2013-05-28 Thread bugzilla-daemon
https://bugs.freedesktop.org/show_bug.cgi?id=65091

  Priority: medium
Bug ID: 65091
  Assignee: dri-devel@lists.freedesktop.org
   Summary: power_profile not working for HD5650
  Severity: major
Classification: Unclassified
OS: Linux (All)
  Reporter: nevehan...@gmail.com
  Hardware: x86-64 (AMD64)
Status: NEW
   Version: git
 Component: Drivers/DRI/R600
   Product: Mesa

I have HD5650 with Intel i3 Ironlake (1-Gen) switcheable graphics.
My problem is that changing power_profile in radeon gives me nothing.
I have enabled KMS, use vgaswitcheroo to disable i915 and switch X to radeon.
Changing anything in radeon params at kernel parameters gives me also nothing.

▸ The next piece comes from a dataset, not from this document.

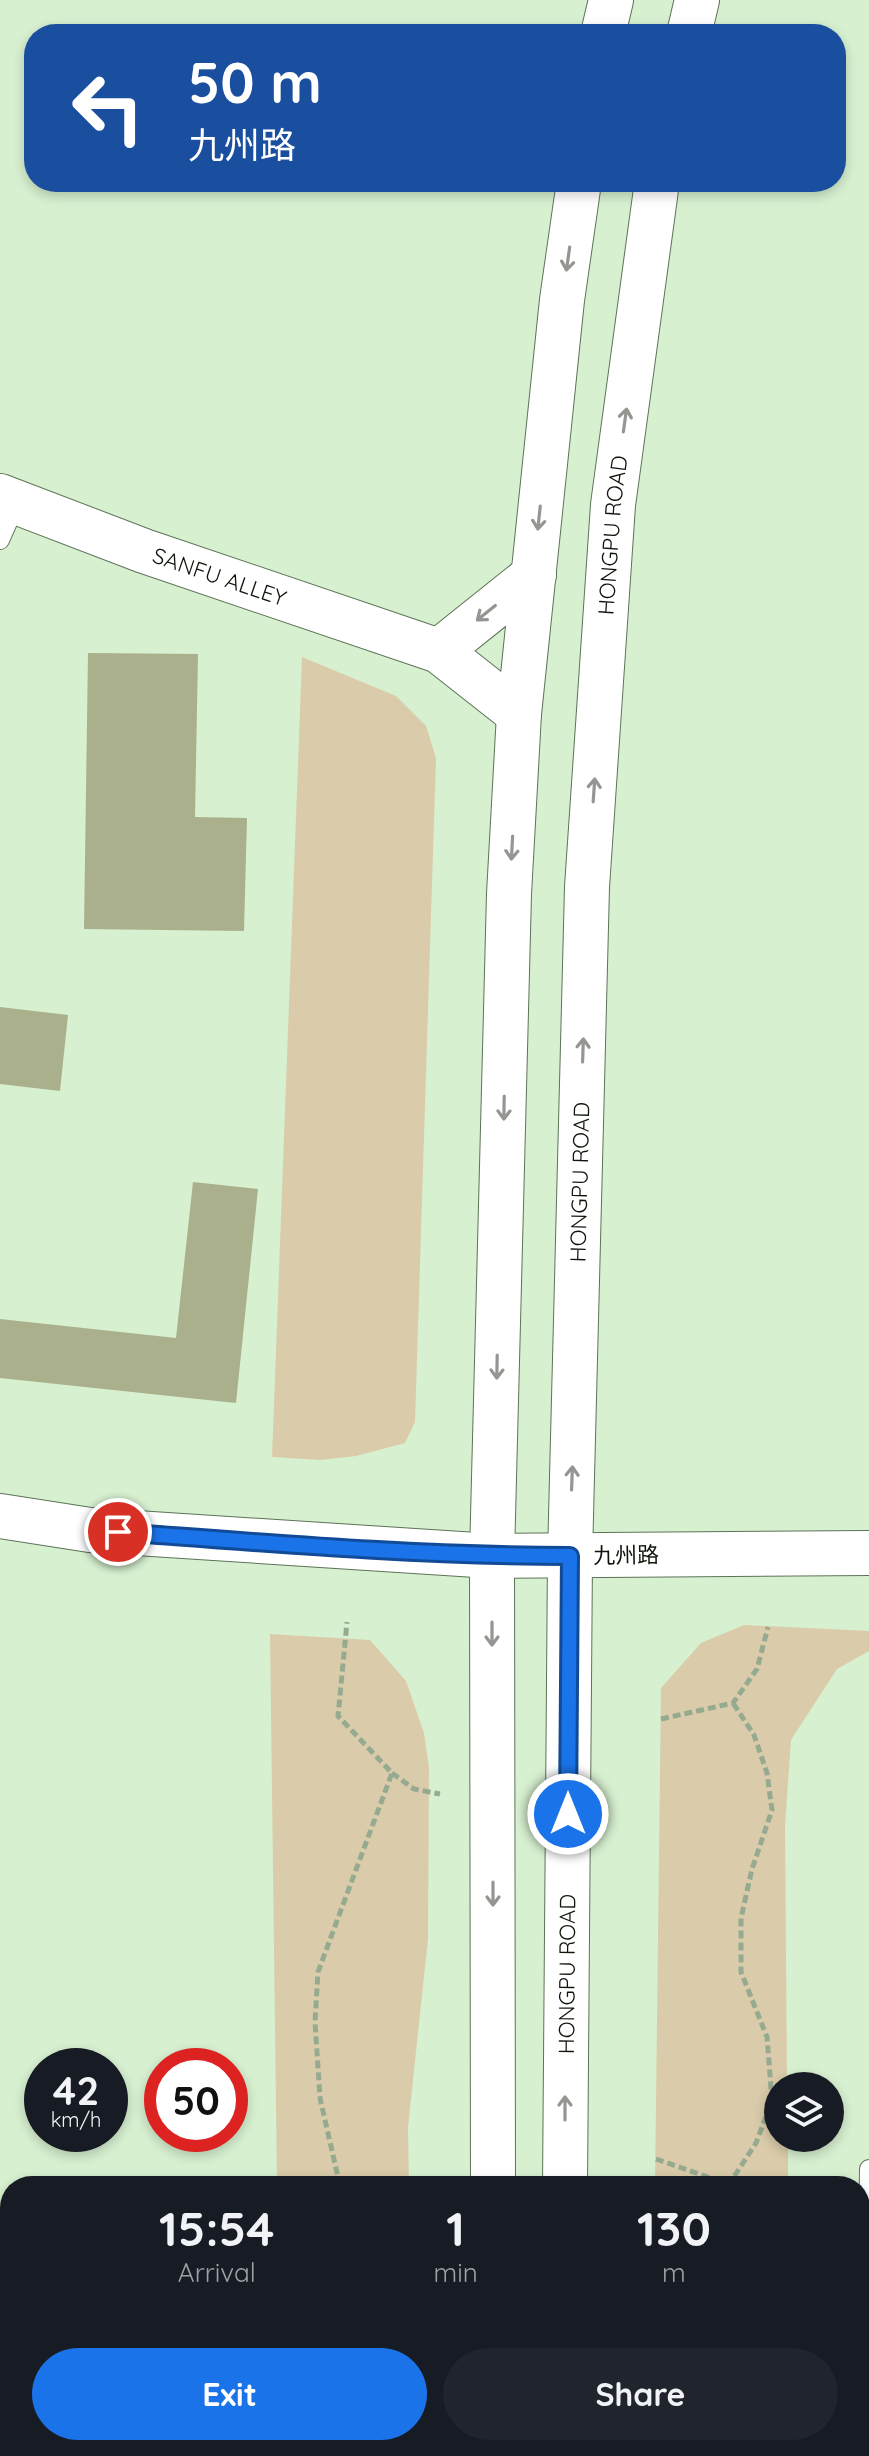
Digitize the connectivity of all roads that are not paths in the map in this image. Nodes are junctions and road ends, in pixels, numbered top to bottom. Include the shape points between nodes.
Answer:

It always stay at the same clocks:

For auto/low/mid/high profile
# cat /sys/kernel/debug/dri/0/radeon_pm_info
default engine clock: 10 kHz
current engine clock: 0 kHz
default memory clock: 157000 kHz
current memory clock: 156930 kHz
voltage: 1000 mV
PCIE lanes: 16

And it should be engine: 55 kHz and memory 80 kHz ( values taken from
windows )

I wanted to know if you could provide fix for it, and I'm open in helping with
providing every information.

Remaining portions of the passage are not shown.